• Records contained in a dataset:

━━━━━━━━━━━━━━━━

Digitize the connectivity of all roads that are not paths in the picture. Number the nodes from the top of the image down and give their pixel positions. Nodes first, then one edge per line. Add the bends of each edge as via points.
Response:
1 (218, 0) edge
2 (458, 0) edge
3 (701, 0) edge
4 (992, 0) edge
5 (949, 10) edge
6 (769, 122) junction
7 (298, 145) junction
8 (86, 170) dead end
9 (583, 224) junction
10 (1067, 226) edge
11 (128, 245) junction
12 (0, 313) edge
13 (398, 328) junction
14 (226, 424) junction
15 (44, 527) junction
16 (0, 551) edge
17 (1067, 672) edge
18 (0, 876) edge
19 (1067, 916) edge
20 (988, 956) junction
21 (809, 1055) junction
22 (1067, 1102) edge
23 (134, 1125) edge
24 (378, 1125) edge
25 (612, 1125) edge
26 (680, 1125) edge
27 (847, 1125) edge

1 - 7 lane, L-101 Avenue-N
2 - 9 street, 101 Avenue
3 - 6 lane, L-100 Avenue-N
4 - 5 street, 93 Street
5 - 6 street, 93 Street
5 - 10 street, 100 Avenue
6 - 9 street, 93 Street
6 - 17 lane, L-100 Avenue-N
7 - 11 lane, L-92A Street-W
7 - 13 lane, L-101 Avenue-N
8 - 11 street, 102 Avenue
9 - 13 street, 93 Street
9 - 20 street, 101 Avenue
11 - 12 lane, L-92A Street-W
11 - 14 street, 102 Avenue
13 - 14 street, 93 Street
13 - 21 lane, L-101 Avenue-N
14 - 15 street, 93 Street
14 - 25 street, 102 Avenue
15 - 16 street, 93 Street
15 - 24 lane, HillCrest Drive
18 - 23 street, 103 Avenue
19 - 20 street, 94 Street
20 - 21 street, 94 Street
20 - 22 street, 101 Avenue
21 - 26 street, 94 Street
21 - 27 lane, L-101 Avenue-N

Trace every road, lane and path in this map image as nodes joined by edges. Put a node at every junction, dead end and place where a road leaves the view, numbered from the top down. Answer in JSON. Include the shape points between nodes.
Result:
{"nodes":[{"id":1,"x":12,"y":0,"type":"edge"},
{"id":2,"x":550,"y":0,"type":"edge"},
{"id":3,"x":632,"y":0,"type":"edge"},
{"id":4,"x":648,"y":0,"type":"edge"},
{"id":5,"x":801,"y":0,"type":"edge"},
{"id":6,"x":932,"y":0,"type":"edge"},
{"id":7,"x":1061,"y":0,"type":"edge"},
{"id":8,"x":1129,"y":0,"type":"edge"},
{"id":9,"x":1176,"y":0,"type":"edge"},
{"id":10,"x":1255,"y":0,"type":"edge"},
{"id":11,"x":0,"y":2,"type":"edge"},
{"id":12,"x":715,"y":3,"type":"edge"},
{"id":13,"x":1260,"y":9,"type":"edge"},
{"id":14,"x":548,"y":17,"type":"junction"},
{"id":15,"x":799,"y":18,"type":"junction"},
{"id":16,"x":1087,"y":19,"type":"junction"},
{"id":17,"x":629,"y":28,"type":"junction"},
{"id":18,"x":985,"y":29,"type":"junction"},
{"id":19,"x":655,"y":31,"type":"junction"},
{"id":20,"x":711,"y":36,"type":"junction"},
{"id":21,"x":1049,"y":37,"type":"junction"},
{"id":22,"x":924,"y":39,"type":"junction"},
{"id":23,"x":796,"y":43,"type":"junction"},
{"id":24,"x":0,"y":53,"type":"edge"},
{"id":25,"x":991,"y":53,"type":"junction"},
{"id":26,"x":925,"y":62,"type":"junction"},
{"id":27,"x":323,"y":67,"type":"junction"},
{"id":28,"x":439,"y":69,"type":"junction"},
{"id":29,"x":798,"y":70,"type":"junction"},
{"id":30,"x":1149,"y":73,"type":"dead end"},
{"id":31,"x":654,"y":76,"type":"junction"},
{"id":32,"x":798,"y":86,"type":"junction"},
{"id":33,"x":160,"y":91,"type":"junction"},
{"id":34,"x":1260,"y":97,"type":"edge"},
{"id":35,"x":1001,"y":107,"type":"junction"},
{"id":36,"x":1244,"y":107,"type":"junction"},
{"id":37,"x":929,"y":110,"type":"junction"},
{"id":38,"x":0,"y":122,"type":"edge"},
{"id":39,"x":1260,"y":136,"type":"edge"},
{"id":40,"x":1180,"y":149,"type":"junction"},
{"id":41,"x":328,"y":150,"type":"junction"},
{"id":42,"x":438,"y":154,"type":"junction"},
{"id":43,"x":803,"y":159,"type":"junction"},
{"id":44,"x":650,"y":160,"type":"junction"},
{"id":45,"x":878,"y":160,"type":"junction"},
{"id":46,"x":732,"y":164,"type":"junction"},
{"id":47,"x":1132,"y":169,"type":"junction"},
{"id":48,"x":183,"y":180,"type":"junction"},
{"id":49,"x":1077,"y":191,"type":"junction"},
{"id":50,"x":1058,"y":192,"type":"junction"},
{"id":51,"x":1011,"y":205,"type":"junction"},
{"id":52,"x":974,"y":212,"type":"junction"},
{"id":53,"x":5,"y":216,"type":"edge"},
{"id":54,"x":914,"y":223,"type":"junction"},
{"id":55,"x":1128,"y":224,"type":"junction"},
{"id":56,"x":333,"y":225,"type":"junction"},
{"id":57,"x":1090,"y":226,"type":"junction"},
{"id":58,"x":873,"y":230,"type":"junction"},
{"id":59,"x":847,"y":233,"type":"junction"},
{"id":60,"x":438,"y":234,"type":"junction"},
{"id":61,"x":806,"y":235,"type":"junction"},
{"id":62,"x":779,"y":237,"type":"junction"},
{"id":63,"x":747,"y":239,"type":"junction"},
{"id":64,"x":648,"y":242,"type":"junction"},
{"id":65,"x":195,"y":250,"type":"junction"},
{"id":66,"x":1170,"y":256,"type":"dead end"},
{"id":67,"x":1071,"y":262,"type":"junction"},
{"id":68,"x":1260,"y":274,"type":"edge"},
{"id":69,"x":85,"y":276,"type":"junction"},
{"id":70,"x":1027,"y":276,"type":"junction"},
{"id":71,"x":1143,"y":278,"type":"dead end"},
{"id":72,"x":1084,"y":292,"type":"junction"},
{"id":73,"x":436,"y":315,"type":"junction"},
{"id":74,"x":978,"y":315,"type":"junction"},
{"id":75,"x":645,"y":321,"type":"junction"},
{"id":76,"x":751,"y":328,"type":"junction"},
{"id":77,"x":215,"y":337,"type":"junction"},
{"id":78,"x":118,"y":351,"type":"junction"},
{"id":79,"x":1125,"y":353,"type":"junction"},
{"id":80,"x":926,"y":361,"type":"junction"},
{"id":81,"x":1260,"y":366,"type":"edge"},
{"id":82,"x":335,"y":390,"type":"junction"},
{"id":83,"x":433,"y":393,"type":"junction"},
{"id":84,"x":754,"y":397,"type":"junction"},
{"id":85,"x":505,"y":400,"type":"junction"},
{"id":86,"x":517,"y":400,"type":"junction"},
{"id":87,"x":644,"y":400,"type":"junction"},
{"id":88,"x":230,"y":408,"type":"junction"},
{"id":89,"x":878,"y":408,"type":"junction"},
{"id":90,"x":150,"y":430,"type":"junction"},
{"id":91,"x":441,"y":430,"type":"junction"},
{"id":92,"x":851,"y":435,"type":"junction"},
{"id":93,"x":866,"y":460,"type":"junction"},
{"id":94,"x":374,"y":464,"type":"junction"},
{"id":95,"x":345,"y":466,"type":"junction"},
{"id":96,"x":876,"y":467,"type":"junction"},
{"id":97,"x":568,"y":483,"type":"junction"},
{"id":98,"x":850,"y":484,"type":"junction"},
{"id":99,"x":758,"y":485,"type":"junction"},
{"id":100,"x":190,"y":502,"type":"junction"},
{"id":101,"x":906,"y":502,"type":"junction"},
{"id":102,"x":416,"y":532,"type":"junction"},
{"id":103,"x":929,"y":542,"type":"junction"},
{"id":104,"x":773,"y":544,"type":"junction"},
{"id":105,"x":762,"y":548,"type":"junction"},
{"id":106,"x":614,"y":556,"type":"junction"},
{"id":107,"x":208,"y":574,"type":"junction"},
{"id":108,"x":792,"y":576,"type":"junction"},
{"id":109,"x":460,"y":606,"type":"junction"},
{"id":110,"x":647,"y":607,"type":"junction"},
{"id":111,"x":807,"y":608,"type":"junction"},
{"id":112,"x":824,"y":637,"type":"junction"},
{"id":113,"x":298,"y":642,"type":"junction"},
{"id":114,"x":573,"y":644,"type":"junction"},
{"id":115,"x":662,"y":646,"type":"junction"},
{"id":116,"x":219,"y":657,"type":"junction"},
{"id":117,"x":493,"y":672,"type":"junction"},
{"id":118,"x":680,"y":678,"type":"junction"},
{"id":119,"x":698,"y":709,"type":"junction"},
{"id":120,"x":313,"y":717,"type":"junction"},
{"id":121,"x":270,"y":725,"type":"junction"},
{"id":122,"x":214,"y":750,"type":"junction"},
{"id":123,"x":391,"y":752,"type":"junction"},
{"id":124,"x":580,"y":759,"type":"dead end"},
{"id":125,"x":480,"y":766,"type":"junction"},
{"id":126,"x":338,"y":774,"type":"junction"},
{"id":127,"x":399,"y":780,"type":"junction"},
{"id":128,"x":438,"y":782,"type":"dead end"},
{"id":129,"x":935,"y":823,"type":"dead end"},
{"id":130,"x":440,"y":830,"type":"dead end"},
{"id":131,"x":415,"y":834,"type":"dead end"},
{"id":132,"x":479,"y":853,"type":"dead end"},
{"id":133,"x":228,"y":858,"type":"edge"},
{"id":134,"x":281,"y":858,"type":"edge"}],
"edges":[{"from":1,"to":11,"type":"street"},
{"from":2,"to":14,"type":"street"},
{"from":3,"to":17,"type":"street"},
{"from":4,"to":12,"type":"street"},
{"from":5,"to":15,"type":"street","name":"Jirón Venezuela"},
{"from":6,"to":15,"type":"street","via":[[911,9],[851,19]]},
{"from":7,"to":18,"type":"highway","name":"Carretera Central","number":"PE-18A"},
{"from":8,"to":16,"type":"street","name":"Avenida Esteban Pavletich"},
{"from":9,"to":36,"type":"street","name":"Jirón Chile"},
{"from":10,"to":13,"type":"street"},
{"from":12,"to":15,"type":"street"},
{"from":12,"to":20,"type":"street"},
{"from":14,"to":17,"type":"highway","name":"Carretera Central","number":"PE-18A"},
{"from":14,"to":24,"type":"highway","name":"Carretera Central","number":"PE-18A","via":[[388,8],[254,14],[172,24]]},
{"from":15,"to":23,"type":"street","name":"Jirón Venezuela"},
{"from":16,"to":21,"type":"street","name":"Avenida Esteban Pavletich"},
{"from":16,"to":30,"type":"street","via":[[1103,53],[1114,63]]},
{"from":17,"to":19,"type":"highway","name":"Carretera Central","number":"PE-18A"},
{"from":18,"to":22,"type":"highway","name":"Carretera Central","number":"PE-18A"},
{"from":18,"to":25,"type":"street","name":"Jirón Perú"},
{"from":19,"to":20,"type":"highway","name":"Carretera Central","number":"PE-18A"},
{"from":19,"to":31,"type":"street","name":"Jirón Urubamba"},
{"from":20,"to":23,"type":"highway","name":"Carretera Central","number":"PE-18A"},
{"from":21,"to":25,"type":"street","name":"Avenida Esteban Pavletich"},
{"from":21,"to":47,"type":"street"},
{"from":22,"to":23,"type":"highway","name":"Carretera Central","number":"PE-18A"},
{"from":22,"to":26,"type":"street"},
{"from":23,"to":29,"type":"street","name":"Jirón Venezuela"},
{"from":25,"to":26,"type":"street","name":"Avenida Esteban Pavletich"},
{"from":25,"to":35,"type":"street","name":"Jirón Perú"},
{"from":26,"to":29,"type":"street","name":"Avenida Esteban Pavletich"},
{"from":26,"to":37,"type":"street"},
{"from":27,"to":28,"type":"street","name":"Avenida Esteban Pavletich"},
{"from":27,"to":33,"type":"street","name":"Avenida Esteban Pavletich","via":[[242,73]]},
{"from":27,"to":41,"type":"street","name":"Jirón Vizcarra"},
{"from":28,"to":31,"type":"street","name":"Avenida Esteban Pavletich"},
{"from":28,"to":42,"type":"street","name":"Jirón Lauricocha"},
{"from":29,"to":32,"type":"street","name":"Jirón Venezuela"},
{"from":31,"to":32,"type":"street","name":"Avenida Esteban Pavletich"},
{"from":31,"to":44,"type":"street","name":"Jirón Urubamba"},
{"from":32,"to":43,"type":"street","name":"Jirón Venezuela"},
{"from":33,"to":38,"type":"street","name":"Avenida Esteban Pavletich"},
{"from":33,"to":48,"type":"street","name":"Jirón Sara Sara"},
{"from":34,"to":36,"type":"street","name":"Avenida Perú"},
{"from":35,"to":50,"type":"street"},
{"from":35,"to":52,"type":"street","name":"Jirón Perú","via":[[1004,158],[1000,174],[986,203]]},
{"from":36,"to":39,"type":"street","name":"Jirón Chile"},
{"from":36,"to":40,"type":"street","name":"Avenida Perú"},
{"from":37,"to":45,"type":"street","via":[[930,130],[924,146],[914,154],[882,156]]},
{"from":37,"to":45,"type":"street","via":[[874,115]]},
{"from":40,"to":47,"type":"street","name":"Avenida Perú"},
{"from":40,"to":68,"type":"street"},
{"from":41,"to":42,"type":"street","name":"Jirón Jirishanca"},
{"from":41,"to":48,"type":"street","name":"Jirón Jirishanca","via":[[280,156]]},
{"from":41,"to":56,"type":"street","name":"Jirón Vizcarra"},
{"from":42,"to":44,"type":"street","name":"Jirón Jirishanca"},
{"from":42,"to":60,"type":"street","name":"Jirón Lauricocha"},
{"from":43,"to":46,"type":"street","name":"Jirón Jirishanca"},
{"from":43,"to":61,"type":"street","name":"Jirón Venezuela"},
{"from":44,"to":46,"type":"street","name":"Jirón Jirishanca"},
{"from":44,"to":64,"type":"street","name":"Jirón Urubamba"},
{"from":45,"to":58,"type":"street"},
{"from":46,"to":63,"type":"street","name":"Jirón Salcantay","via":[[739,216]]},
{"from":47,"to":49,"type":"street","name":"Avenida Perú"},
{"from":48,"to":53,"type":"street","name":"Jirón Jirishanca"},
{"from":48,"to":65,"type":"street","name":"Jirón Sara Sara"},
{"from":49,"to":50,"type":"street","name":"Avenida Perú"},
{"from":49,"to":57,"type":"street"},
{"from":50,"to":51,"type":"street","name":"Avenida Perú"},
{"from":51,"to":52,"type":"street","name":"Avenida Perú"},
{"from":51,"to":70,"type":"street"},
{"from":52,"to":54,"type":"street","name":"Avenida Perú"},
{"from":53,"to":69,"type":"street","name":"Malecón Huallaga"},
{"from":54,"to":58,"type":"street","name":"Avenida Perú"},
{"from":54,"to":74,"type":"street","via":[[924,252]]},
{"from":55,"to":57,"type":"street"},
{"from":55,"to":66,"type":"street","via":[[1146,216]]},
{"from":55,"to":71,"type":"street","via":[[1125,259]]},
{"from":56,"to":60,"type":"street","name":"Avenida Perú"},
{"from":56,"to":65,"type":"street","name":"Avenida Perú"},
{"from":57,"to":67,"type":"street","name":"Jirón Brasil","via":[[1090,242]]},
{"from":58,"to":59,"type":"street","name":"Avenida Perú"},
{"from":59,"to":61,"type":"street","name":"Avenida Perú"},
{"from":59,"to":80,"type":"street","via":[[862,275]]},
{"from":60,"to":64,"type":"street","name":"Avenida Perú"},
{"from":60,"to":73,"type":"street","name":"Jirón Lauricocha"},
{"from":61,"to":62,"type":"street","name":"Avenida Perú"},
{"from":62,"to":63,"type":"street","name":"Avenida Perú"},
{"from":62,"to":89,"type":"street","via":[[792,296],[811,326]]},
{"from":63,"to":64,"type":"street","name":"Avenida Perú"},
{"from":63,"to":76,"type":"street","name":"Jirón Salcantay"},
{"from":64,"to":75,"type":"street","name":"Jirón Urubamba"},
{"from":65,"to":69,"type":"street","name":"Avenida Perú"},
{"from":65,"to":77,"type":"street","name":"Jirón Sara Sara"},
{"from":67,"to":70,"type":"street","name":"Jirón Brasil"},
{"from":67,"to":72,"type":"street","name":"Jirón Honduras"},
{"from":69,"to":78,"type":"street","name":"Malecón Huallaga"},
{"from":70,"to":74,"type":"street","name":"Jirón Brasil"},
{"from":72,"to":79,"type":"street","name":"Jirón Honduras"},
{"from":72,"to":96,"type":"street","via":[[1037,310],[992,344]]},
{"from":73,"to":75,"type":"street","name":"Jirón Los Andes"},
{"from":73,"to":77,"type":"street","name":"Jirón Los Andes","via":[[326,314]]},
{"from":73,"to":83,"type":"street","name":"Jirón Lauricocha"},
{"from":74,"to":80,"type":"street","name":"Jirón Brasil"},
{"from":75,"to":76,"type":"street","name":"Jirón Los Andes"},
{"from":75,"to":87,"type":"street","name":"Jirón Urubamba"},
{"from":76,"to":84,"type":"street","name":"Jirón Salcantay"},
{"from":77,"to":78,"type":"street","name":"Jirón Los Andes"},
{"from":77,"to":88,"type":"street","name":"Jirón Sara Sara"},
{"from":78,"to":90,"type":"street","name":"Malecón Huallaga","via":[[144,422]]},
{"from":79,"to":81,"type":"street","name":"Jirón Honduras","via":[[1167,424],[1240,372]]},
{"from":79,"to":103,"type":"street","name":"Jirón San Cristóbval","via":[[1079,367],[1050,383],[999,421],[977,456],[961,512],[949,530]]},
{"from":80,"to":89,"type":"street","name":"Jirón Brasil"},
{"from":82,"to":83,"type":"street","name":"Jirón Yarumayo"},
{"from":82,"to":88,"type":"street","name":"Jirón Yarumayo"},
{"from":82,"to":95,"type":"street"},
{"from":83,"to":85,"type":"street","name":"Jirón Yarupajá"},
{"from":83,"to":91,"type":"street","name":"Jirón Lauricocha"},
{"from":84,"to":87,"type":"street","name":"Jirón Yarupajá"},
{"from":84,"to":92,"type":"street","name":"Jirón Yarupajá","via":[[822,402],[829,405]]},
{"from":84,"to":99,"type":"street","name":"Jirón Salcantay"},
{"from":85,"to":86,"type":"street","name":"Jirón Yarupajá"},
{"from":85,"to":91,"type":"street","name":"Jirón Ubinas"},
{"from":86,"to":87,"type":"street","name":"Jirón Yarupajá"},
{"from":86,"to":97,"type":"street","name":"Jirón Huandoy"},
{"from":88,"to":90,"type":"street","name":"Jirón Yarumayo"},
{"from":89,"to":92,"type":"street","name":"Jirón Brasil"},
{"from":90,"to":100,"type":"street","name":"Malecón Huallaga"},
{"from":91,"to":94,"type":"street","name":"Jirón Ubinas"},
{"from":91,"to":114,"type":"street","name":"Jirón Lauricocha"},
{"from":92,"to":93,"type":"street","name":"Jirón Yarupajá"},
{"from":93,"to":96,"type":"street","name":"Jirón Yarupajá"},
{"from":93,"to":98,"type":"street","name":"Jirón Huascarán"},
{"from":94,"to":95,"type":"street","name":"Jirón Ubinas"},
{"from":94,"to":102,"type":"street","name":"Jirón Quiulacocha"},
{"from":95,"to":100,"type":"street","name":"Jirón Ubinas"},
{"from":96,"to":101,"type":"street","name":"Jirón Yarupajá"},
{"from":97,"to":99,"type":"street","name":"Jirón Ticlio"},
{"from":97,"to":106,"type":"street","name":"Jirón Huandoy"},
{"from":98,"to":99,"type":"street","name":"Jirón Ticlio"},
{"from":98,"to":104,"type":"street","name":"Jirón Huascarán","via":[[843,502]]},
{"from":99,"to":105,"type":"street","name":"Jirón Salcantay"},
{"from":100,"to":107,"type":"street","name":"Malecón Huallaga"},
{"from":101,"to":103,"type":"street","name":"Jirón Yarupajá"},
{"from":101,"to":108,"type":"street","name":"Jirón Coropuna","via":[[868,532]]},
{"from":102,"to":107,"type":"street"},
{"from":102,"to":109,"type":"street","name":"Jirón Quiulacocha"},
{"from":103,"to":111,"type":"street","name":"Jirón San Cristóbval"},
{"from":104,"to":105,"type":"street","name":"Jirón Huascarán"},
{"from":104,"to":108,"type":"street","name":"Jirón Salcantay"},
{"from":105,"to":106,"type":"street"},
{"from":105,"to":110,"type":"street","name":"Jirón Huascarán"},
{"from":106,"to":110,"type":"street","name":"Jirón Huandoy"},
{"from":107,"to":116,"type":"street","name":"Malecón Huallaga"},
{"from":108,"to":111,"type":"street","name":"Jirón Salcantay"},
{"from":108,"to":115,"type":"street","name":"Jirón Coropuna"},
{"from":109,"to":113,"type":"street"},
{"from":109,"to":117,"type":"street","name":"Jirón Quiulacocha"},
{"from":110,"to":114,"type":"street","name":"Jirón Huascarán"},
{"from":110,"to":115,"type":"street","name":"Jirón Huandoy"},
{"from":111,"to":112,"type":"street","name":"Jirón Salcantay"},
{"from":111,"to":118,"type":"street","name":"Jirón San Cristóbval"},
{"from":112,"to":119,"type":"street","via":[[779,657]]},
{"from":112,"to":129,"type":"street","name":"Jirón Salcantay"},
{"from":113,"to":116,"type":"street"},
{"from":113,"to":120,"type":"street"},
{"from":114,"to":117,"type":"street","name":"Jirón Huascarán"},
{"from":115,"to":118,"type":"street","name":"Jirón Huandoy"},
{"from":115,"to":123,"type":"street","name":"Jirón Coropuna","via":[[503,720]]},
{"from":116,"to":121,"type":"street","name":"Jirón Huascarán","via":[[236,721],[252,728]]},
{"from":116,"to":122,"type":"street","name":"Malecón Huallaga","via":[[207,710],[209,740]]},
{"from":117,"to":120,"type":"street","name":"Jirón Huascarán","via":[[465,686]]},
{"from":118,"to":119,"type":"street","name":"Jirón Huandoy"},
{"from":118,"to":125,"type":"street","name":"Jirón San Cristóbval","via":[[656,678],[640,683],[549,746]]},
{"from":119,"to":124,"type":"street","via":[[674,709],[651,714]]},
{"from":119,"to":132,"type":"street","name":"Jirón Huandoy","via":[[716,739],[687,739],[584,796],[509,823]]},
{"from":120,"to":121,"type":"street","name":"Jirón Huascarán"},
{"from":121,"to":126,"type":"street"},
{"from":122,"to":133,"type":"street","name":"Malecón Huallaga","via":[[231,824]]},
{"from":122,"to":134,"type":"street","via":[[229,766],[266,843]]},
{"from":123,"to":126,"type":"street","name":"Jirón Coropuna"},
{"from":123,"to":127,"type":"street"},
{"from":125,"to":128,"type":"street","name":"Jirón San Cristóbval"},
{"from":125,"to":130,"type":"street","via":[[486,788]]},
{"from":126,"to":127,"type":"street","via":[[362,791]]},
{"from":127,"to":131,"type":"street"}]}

━━━━━━━━━━━━━━━━

• WORK ORDER: Repeat exactly, please, each line from the beginning of the data through the line with "Trace every road, lane" in it, and only those lines.

• RESPONSE AREA:
Digitize the connectivity of all roads that are not paths in the picture. Number the nodes from the top of the image down and give their pixel positions. Nodes first, then one edge per line. Add the bends of each edge as via points.
Response:
1 (218, 0) edge
2 (458, 0) edge
3 (701, 0) edge
4 (992, 0) edge
5 (949, 10) edge
6 (769, 122) junction
7 (298, 145) junction
8 (86, 170) dead end
9 (583, 224) junction
10 (1067, 226) edge
11 (128, 245) junction
12 (0, 313) edge
13 (398, 328) junction
14 (226, 424) junction
15 (44, 527) junction
16 (0, 551) edge
17 (1067, 672) edge
18 (0, 876) edge
19 (1067, 916) edge
20 (988, 956) junction
21 (809, 1055) junction
22 (1067, 1102) edge
23 (134, 1125) edge
24 (378, 1125) edge
25 (612, 1125) edge
26 (680, 1125) edge
27 (847, 1125) edge

1 - 7 lane, L-101 Avenue-N
2 - 9 street, 101 Avenue
3 - 6 lane, L-100 Avenue-N
4 - 5 street, 93 Street
5 - 6 street, 93 Street
5 - 10 street, 100 Avenue
6 - 9 street, 93 Street
6 - 17 lane, L-100 Avenue-N
7 - 11 lane, L-92A Street-W
7 - 13 lane, L-101 Avenue-N
8 - 11 street, 102 Avenue
9 - 13 street, 93 Street
9 - 20 street, 101 Avenue
11 - 12 lane, L-92A Street-W
11 - 14 street, 102 Avenue
13 - 14 street, 93 Street
13 - 21 lane, L-101 Avenue-N
14 - 15 street, 93 Street
14 - 25 street, 102 Avenue
15 - 16 street, 93 Street
15 - 24 lane, HillCrest Drive
18 - 23 street, 103 Avenue
19 - 20 street, 94 Street
20 - 21 street, 94 Street
20 - 22 street, 101 Avenue
21 - 26 street, 94 Street
21 - 27 lane, L-101 Avenue-N

Trace every road, lane and path in this map image as nodes joined by edges. Put a node at every junction, dead end and place where a road leaves the view, numbered from the top down. Answer in JSON. Include the shape points between nodes.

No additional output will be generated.